═════ SUPPLIED ENTRIES

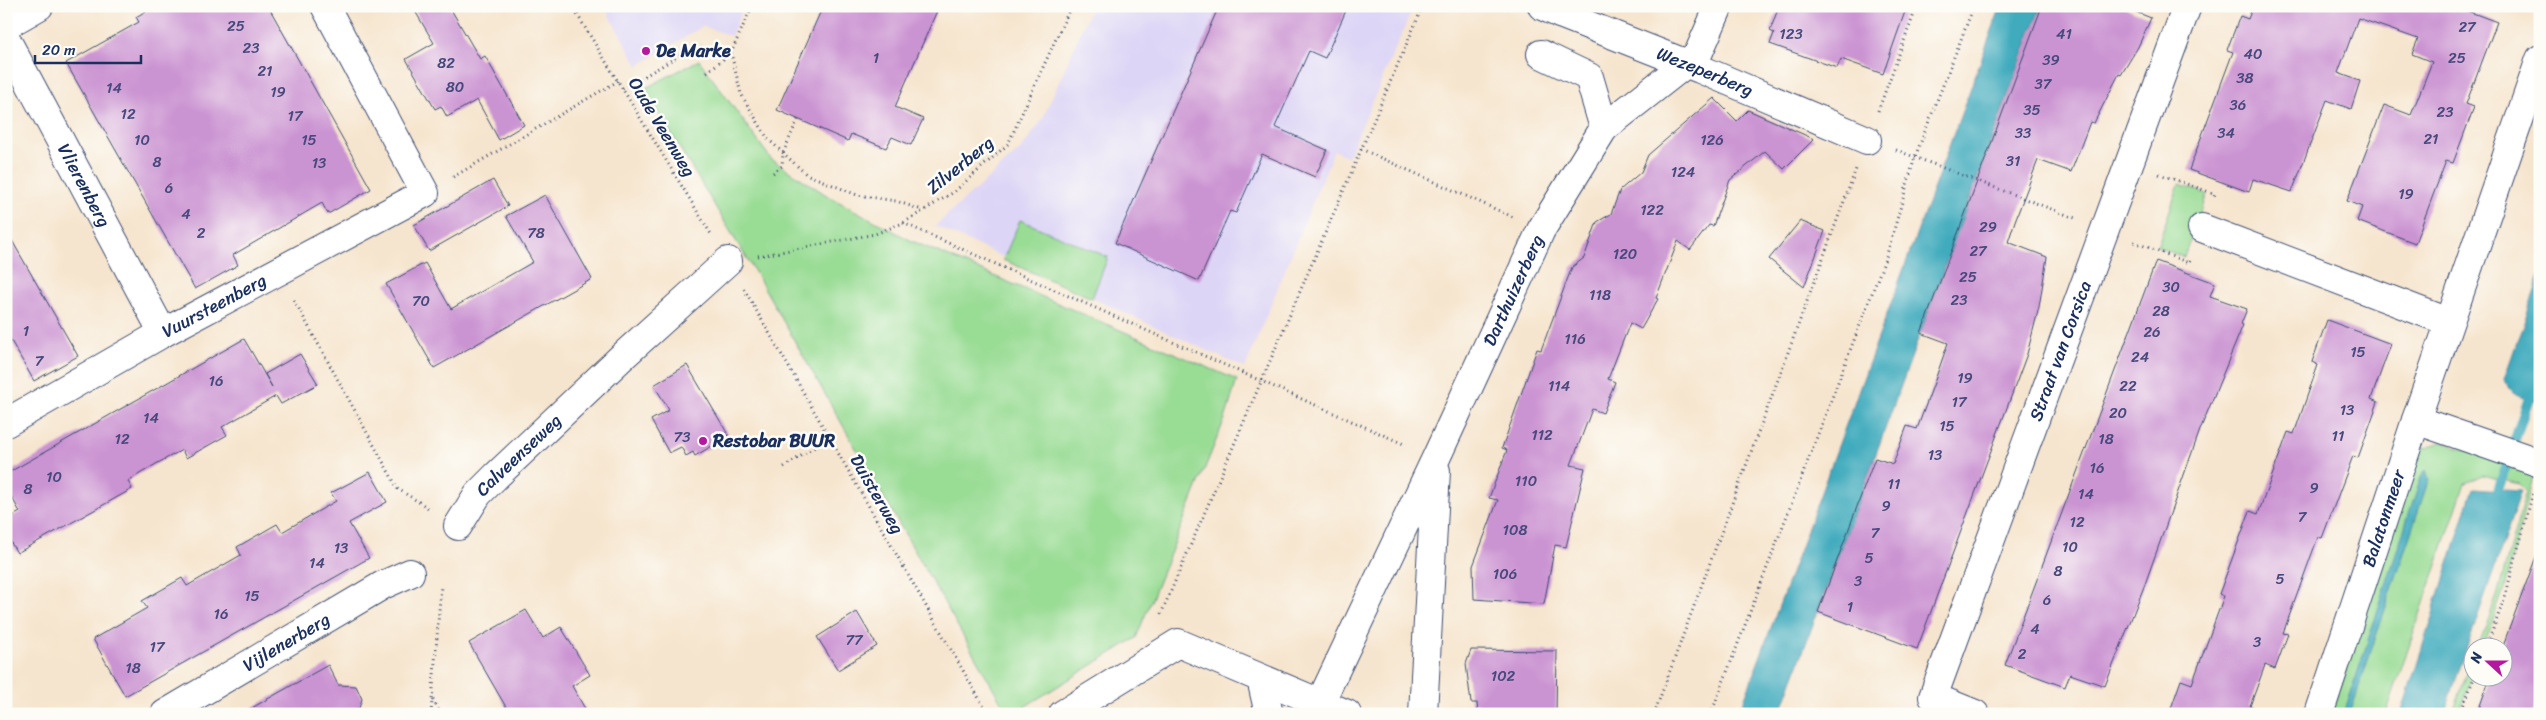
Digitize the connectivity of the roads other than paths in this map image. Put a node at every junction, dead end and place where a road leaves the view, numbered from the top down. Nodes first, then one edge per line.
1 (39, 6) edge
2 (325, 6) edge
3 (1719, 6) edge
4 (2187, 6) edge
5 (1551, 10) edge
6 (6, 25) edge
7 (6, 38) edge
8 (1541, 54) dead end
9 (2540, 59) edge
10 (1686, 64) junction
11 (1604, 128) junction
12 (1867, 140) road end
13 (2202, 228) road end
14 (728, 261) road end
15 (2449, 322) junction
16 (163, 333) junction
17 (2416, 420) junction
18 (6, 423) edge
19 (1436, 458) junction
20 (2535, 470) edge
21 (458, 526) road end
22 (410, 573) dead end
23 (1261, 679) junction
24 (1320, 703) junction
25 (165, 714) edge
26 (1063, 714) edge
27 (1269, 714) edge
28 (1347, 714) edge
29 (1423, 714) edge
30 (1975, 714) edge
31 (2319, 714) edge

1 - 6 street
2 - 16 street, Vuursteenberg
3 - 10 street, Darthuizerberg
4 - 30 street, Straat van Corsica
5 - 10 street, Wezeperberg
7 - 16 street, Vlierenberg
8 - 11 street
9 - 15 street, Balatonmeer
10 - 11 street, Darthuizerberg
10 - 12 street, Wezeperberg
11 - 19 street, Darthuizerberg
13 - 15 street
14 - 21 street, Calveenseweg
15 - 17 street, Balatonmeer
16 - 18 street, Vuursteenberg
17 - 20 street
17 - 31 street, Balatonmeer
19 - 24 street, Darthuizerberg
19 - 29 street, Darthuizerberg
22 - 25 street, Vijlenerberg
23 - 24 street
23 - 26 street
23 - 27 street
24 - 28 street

══════════

Restate, word for word, all of the material above, leaving out the images.

Digitize the connectivity of the roads other than paths in this map image. Put a node at every junction, dead end and place where a road leaves the view, numbered from the top down. Nodes first, then one edge per line.
1 (39, 6) edge
2 (325, 6) edge
3 (1719, 6) edge
4 (2187, 6) edge
5 (1551, 10) edge
6 (6, 25) edge
7 (6, 38) edge
8 (1541, 54) dead end
9 (2540, 59) edge
10 (1686, 64) junction
11 (1604, 128) junction
12 (1867, 140) road end
13 (2202, 228) road end
14 (728, 261) road end
15 (2449, 322) junction
16 (163, 333) junction
17 (2416, 420) junction
18 (6, 423) edge
19 (1436, 458) junction
20 (2535, 470) edge
21 (458, 526) road end
22 (410, 573) dead end
23 (1261, 679) junction
24 (1320, 703) junction
25 (165, 714) edge
26 (1063, 714) edge
27 (1269, 714) edge
28 (1347, 714) edge
29 (1423, 714) edge
30 (1975, 714) edge
31 (2319, 714) edge

1 - 6 street
2 - 16 street, Vuursteenberg
3 - 10 street, Darthuizerberg
4 - 30 street, Straat van Corsica
5 - 10 street, Wezeperberg
7 - 16 street, Vlierenberg
8 - 11 street
9 - 15 street, Balatonmeer
10 - 11 street, Darthuizerberg
10 - 12 street, Wezeperberg
11 - 19 street, Darthuizerberg
13 - 15 street
14 - 21 street, Calveenseweg
15 - 17 street, Balatonmeer
16 - 18 street, Vuursteenberg
17 - 20 street
17 - 31 street, Balatonmeer
19 - 24 street, Darthuizerberg
19 - 29 street, Darthuizerberg
22 - 25 street, Vijlenerberg
23 - 24 street
23 - 26 street
23 - 27 street
24 - 28 street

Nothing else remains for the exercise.